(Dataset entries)
━━━━━━━━━━━━━━━━━━━━━━━━━━━━━━
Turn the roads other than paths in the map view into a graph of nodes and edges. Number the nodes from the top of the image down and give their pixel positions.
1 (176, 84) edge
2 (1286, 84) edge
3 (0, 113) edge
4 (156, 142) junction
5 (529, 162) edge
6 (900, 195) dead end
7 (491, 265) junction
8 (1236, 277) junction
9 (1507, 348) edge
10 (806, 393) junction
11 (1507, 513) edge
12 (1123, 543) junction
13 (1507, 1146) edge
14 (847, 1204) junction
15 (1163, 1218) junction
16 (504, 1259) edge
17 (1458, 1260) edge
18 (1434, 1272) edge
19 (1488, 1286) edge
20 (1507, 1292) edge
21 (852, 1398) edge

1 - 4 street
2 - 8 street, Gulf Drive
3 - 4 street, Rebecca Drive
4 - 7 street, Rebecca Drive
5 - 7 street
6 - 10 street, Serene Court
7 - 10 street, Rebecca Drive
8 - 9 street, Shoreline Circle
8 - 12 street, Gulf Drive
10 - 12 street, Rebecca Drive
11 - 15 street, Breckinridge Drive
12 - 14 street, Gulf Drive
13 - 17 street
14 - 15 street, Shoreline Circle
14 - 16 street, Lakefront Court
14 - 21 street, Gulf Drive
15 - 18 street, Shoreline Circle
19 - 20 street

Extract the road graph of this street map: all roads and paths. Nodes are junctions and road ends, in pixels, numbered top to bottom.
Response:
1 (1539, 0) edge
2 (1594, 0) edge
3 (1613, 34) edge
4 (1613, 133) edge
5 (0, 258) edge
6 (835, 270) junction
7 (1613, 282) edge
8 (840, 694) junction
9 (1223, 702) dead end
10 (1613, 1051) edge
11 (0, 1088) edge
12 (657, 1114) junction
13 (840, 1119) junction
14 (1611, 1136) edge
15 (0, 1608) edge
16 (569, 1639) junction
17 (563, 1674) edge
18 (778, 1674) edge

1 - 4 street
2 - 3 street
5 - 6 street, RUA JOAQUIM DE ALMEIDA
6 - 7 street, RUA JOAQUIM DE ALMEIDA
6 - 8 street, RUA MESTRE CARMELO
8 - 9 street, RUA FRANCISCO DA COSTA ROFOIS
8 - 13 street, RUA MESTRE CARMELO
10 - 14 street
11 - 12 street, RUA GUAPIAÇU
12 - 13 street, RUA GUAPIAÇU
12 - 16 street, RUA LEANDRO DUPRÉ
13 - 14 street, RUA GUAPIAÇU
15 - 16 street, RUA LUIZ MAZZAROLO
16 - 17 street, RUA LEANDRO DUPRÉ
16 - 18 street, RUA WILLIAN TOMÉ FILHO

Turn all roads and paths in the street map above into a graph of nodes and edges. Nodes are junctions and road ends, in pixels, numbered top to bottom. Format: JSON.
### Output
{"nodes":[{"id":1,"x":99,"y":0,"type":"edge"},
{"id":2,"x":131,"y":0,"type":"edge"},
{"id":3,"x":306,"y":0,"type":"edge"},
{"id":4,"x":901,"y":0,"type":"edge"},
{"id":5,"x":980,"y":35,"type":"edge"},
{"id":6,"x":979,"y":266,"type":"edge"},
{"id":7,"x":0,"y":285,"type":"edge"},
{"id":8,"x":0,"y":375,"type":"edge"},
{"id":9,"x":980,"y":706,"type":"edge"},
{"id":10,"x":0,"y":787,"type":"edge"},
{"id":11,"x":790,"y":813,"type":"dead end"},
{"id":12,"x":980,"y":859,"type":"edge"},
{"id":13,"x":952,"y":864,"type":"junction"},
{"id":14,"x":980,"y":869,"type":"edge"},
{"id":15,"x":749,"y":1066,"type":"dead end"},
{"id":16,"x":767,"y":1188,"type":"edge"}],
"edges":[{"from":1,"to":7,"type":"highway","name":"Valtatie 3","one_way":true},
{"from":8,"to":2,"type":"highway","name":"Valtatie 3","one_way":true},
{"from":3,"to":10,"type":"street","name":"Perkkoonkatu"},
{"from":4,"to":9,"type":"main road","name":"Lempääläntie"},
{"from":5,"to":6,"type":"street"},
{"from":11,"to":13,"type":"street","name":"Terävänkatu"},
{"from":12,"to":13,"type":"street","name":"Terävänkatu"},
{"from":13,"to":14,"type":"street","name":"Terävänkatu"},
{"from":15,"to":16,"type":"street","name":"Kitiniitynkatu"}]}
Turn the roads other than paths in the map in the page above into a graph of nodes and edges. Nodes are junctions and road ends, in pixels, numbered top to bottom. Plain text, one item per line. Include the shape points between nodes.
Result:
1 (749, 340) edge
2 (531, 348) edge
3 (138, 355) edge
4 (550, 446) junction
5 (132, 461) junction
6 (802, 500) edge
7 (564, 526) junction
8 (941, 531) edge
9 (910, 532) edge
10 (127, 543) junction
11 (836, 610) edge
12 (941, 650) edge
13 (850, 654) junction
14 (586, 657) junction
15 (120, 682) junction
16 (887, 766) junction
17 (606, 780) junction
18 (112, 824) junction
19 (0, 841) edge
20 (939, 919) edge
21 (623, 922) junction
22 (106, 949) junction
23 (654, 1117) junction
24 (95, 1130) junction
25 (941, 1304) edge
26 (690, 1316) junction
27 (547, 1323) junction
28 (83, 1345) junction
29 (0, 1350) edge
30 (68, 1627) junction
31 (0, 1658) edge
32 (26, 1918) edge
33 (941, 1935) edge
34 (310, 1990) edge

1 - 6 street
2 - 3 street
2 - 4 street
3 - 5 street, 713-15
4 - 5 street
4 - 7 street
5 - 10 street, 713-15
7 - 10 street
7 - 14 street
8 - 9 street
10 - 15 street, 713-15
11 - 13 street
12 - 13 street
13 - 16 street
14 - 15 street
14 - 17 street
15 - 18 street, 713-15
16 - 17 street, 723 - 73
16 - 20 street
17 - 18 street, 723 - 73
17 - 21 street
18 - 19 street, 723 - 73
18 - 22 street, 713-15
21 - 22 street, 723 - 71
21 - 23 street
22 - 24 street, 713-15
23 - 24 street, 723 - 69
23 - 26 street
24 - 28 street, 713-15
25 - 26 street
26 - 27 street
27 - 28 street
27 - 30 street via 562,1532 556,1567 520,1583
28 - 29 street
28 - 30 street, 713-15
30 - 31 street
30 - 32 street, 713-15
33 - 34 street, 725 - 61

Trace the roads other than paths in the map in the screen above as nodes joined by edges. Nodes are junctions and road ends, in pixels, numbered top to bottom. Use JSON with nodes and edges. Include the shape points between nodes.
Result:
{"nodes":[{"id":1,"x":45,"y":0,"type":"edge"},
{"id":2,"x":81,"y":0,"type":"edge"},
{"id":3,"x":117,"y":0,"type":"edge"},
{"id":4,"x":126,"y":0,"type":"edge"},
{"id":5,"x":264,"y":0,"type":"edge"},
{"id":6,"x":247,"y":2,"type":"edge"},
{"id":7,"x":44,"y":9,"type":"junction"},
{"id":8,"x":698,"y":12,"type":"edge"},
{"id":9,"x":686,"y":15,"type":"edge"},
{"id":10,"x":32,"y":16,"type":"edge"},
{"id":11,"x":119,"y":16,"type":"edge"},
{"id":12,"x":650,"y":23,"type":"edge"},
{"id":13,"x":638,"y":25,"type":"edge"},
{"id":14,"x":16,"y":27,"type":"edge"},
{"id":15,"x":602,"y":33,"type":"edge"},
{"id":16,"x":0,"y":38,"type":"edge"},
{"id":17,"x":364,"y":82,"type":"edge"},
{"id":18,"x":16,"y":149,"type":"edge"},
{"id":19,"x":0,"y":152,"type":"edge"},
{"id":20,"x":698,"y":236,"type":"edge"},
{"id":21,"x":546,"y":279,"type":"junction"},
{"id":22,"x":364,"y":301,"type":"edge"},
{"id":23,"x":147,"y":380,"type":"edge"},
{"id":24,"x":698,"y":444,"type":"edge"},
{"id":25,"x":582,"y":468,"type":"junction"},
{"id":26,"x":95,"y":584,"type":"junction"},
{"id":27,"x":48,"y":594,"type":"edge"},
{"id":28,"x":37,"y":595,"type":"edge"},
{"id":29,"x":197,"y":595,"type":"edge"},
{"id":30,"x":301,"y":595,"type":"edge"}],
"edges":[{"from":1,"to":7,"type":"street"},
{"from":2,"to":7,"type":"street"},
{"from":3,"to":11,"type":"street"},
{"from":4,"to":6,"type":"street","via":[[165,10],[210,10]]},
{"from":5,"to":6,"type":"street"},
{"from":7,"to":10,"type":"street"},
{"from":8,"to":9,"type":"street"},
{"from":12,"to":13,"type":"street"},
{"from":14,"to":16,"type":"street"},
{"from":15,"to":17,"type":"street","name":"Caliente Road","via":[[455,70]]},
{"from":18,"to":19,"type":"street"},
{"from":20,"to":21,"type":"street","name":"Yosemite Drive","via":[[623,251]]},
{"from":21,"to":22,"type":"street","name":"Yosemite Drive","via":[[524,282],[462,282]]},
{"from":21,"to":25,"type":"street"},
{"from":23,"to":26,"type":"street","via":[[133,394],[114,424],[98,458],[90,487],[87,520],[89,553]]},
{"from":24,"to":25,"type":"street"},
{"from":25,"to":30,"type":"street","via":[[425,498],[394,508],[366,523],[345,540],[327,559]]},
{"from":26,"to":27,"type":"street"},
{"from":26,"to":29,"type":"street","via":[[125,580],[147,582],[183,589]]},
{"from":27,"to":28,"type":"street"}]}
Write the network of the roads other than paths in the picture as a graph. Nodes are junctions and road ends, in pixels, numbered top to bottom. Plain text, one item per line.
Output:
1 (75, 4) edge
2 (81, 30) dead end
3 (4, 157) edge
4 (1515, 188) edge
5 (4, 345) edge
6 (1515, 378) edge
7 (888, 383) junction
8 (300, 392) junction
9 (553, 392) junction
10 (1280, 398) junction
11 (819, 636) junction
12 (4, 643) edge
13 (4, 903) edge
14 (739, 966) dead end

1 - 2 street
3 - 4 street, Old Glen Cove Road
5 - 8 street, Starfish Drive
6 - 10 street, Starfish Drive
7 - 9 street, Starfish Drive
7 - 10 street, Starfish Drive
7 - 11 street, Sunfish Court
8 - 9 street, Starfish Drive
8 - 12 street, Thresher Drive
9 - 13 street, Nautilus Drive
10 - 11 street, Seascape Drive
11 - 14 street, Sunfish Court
━━━━━━━━━━━━━━━━━━━━━━━━━━━━━━
Please say how many lines in the entries hold the string "Sunfish". Give only the number.

2